• Exercise aim: Your task is to copy each line of the records that includes the string "paths".

------------------------

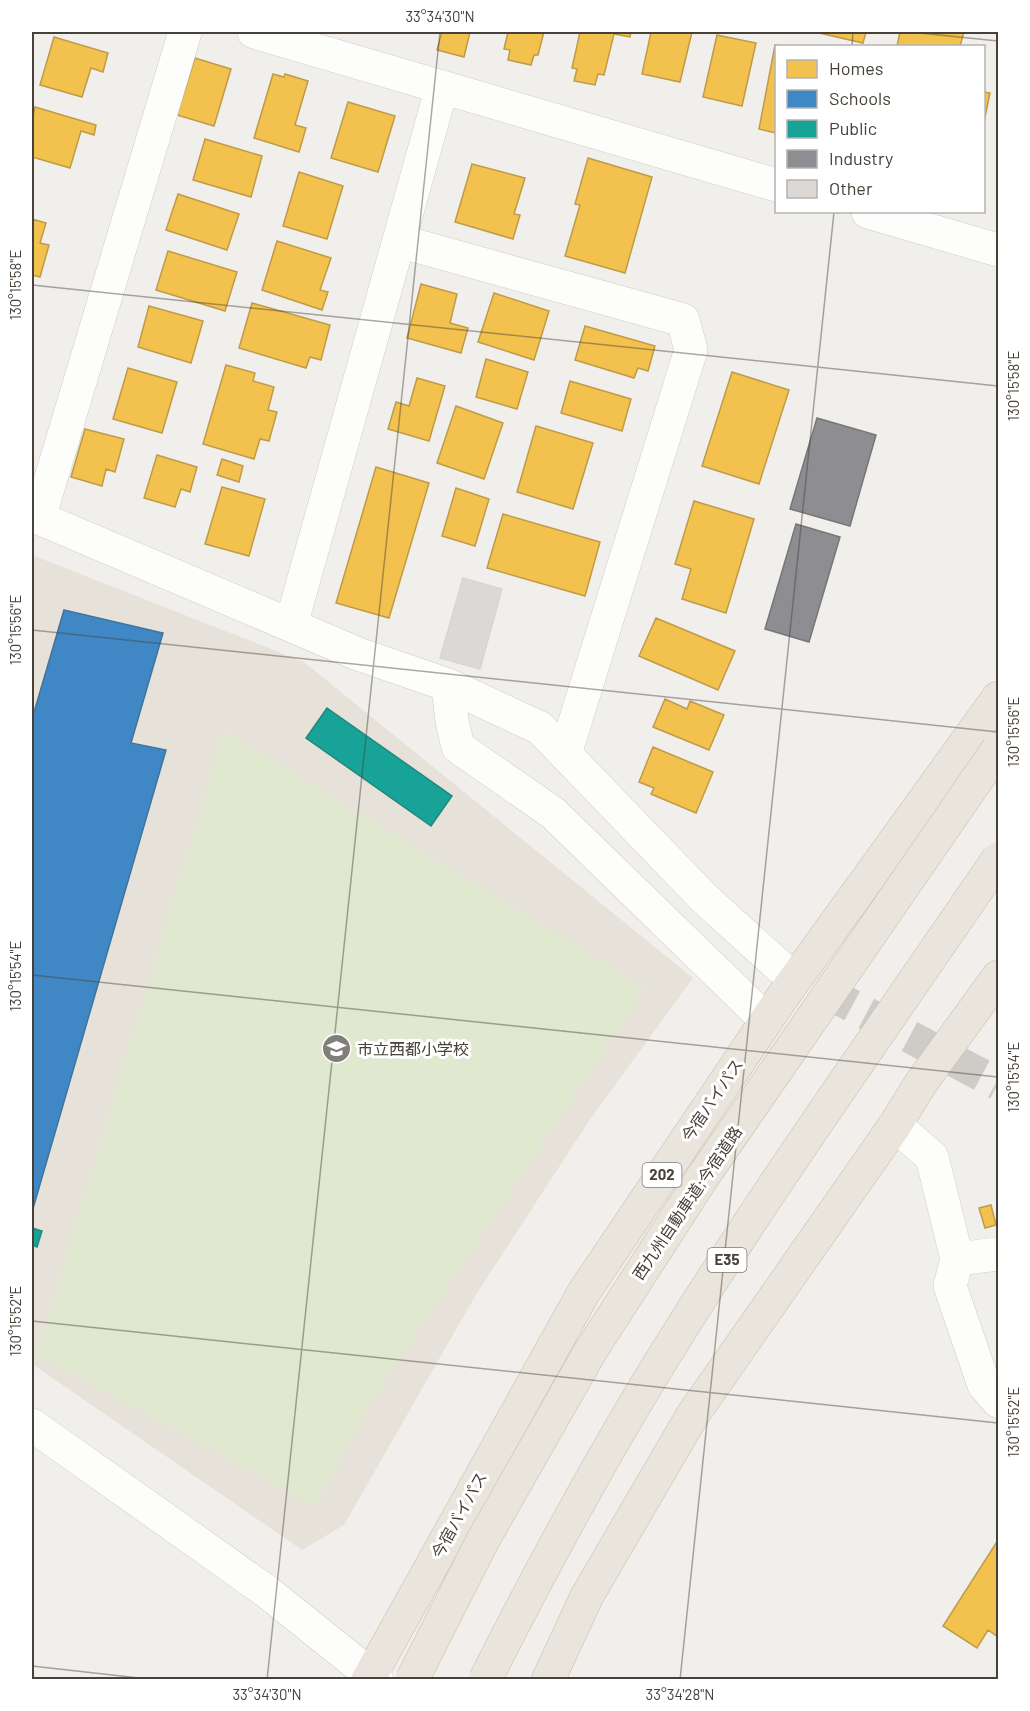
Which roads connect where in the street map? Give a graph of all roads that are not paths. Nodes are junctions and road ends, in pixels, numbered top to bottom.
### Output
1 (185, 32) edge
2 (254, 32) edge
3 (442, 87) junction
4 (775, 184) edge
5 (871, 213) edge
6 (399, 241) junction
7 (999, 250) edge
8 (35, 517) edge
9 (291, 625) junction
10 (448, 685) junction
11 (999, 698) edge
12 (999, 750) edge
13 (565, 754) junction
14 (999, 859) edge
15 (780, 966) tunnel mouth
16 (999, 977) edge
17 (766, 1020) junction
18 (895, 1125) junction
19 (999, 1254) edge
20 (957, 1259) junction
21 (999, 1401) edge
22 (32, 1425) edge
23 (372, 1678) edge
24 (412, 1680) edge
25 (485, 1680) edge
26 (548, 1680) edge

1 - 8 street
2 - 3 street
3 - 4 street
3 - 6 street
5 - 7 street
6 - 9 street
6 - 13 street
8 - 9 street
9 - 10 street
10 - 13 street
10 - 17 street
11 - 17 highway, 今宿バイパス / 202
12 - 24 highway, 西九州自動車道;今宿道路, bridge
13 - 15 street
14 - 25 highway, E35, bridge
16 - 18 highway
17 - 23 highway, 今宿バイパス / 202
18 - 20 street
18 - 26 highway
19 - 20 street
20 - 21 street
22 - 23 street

------------------------

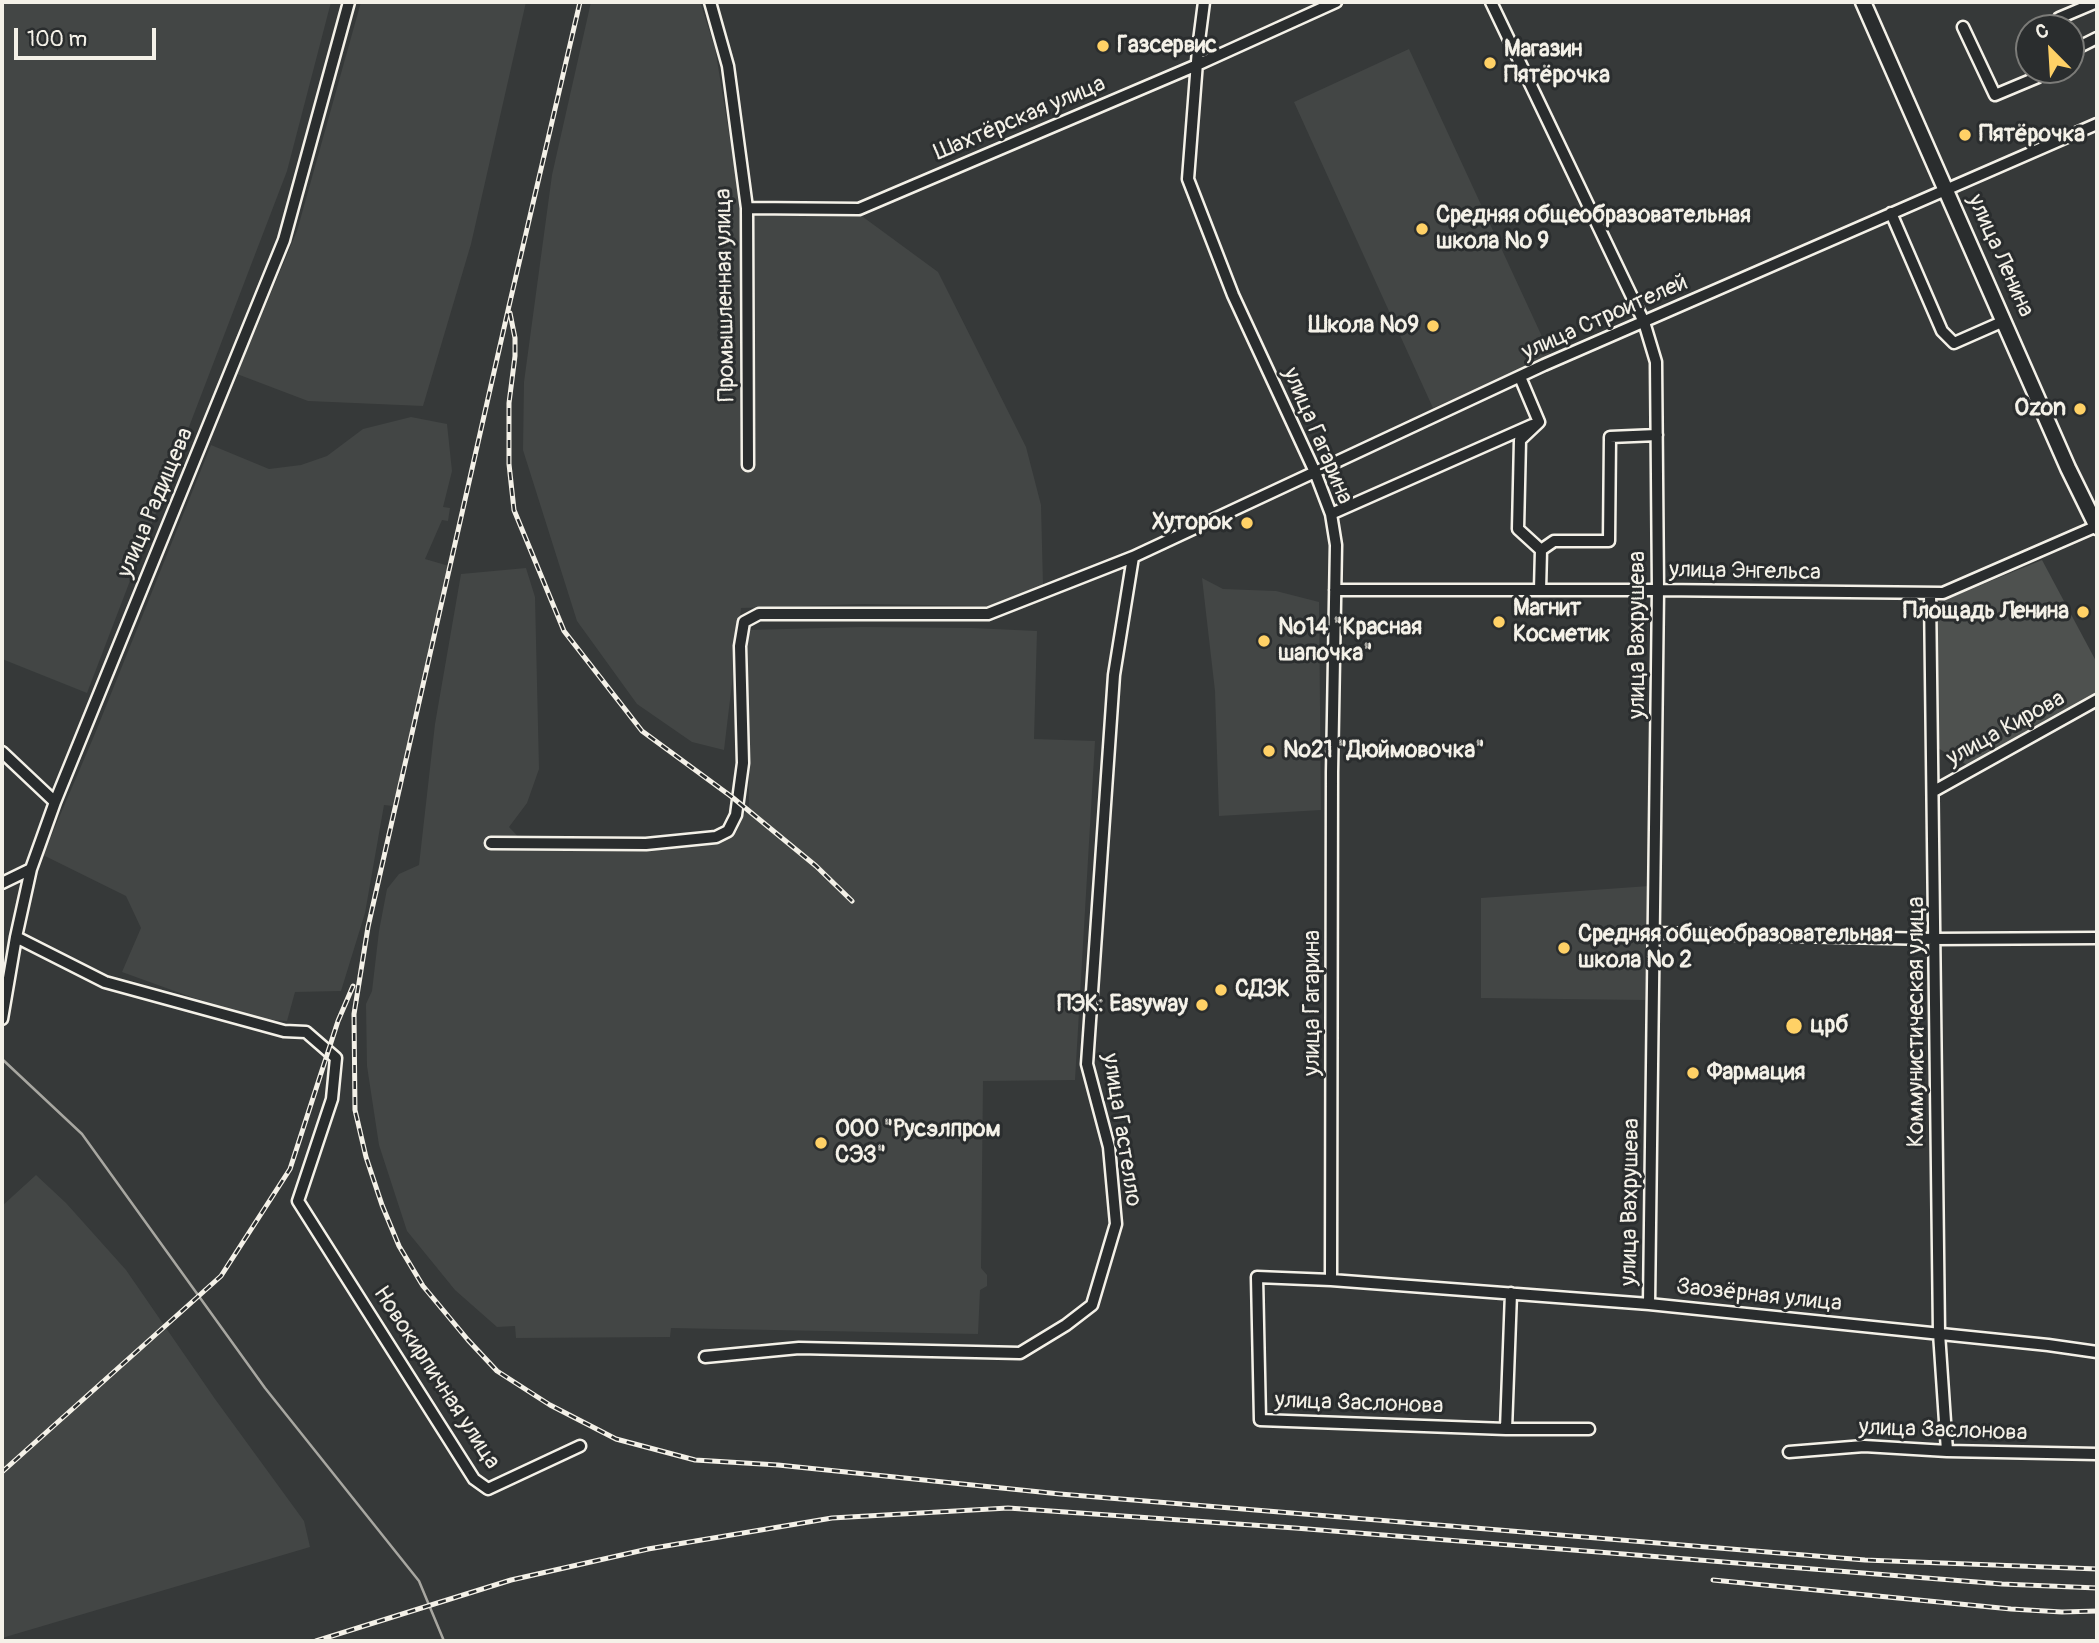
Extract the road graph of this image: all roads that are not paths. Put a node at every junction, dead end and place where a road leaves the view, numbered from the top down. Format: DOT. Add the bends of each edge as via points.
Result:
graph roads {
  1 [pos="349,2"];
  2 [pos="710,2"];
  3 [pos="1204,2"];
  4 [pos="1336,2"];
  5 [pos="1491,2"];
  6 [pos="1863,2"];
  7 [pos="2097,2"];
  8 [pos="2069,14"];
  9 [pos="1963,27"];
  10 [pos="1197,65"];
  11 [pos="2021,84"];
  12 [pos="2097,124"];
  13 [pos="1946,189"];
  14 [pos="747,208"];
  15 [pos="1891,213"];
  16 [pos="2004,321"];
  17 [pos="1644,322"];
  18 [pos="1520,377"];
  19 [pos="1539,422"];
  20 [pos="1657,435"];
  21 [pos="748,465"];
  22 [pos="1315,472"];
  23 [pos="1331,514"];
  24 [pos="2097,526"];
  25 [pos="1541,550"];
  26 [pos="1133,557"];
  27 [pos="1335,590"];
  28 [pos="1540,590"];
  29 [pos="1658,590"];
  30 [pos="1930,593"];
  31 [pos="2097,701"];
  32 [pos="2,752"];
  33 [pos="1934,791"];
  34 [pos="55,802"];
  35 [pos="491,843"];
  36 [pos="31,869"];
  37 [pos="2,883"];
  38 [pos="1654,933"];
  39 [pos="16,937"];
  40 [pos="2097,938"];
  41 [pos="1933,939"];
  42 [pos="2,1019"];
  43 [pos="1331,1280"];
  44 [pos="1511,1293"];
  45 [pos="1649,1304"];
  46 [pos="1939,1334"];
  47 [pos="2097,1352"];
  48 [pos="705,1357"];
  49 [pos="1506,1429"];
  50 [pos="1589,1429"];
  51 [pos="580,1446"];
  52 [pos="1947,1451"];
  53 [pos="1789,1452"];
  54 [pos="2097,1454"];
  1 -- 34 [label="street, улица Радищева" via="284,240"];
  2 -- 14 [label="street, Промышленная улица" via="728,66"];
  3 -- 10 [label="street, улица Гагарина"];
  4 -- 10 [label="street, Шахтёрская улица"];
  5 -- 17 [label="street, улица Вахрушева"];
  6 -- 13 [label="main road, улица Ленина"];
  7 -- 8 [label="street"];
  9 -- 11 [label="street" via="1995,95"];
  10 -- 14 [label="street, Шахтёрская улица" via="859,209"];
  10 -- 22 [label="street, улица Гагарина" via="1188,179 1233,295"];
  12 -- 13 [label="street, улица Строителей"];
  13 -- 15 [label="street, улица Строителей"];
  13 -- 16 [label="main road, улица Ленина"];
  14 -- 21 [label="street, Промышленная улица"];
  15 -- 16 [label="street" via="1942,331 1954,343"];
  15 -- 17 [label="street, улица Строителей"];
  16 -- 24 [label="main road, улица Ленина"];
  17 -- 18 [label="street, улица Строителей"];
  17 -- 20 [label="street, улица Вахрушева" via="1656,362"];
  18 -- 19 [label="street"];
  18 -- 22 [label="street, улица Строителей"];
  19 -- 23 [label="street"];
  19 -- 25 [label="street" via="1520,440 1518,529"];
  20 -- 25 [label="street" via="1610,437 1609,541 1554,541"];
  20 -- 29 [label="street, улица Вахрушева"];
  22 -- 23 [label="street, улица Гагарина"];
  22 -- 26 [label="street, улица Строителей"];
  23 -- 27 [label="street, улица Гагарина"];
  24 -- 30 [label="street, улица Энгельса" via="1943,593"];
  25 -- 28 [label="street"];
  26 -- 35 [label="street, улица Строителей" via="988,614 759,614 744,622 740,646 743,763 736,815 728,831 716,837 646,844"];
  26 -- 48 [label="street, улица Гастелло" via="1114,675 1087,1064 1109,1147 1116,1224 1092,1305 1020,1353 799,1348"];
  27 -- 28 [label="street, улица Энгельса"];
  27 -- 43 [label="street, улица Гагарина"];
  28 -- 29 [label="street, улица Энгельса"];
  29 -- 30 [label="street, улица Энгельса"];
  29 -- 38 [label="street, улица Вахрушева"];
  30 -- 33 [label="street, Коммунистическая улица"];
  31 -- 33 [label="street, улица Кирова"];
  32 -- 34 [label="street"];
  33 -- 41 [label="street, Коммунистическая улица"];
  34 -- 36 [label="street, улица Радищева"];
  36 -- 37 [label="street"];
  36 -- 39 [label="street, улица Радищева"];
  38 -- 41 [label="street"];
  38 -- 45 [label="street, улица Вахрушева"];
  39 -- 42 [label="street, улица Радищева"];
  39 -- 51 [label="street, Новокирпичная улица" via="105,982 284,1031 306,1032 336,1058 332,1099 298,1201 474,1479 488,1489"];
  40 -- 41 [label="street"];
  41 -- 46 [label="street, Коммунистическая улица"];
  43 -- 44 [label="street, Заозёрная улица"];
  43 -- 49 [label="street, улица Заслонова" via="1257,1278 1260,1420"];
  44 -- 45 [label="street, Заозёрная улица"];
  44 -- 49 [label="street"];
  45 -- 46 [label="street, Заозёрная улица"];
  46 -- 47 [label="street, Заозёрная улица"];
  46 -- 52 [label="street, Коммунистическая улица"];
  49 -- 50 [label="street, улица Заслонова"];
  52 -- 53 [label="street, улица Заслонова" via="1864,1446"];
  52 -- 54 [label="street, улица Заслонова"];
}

------------------------

• Answer box:
Which roads connect where in the street map? Give a graph of all roads that are not paths. Nodes are junctions and road ends, in pixels, numbered top to bottom.
Extract the road graph of this image: all roads that are not paths. Put a node at every junction, dead end and place where a road leaves the view, numbered from the top down. Format: DOT. Add the bends of each edge as via points.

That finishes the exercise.